Considering the above, this paper analyses the dynamics of gross capital flows since the 1990s across three regions of EMs as well as across types of capital flows. Most prior studies in the field, as reviewed by Koepke (2015) have discussed EMs as one group, which conceals potential differences in the dynamics of capital flows across the regions as well as across types of capital flows. We are interested in the possible regional diversities in capital flow dynamics as well as in roles played by both domestic and global factors that potentially contribute to the dynamics.

First, we demonstrate and confirm distinct features of gross capital inflows and outflows with selected EMs across three regions, i.e. East Asia, Europe and Latin America by types of capital flows, i.e. foreign direct investment (FDI), portfolio equity flows, portfolio debt flows and other investment. For example, FDI has played a major role in inflow trend throughout the three regions and in the inflow swing in Europe. Other investments including bank loans have played varying roles over time and across the regions, reflecting regional historical developments while portfolio equity and debt flows have been relatively less important.

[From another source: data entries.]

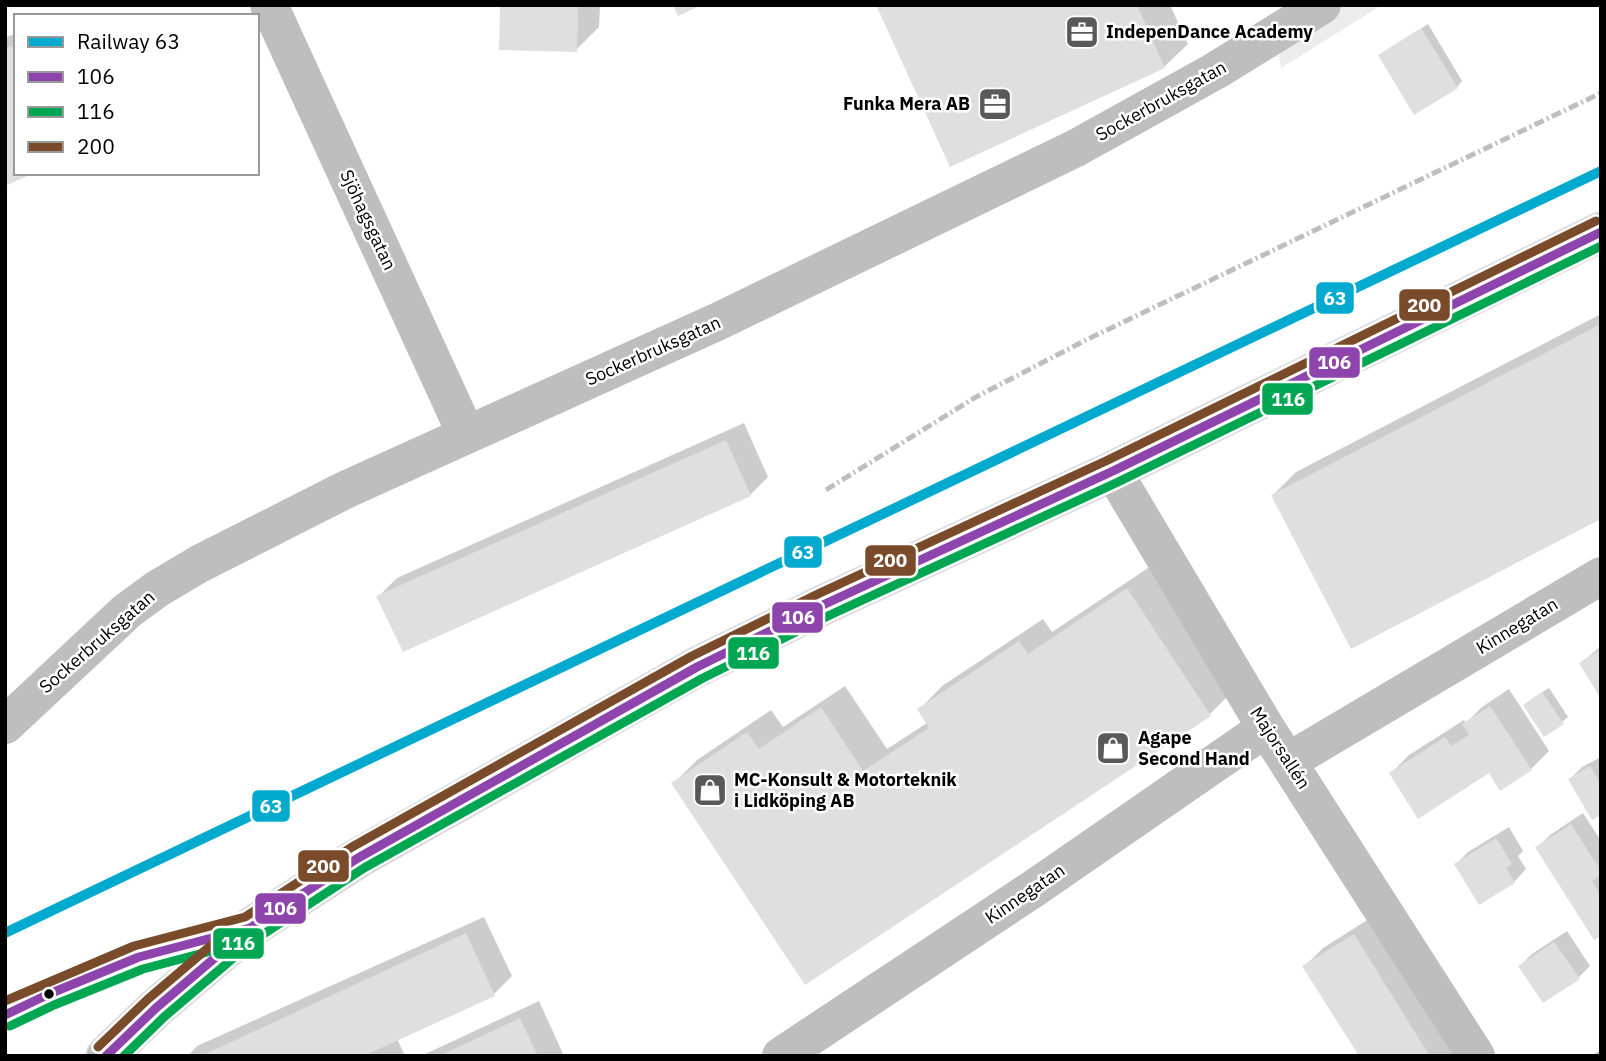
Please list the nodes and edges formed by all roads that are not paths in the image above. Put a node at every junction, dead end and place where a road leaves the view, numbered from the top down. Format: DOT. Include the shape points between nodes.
graph roads {
  1 [pos="269,5"];
  2 [pos="1322,5"];
  3 [pos="1601,232"];
  4 [pos="466,434"];
  5 [pos="1113,471"];
  6 [pos="1601,576"];
  7 [pos="5,725"];
  8 [pos="1266,728"];
  9 [pos="1289,761"];
  10 [pos="787,1054"];
  11 [pos="106,1056"];
  12 [pos="1476,1056"];
  1 -- 4 [label="street, Sjöhagsgatan"];
  2 -- 4 [label="street, Sockerbruksgatan" via="1076,148 719,321"];
  3 -- 5 [label="street"];
  4 -- 7 [label="street, Sockerbruksgatan" via="265,529 157,589 90,643"];
  5 -- 8 [label="street, Majorsallén"];
  5 -- 11 [label="street" via="697,667 358,858 250,928"];
  6 -- 9 [label="street, Kinnegatan"];
  8 -- 9 [label="street, Majorsallén"];
  8 -- 10 [label="street, Kinnegatan"];
  9 -- 12 [label="street, Majorsallén"];
}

Using panel data regression for these EMs in the period of 2000-2015, we show how both domestic and global factors contribute to the dynamics of these gross capital flows across the regions and the capital flow types. We confirm that both global factors such as expected growth and international investors’ risk perception in AEs, and domestic factors such as exchange rate regimes, and financial deepening in EMs, contribute to capital flow dynamics in EMs. Furthermore, we detect significant regional diversities of relative importance as well as relative sensitivities in the roles of these domestic and global factors.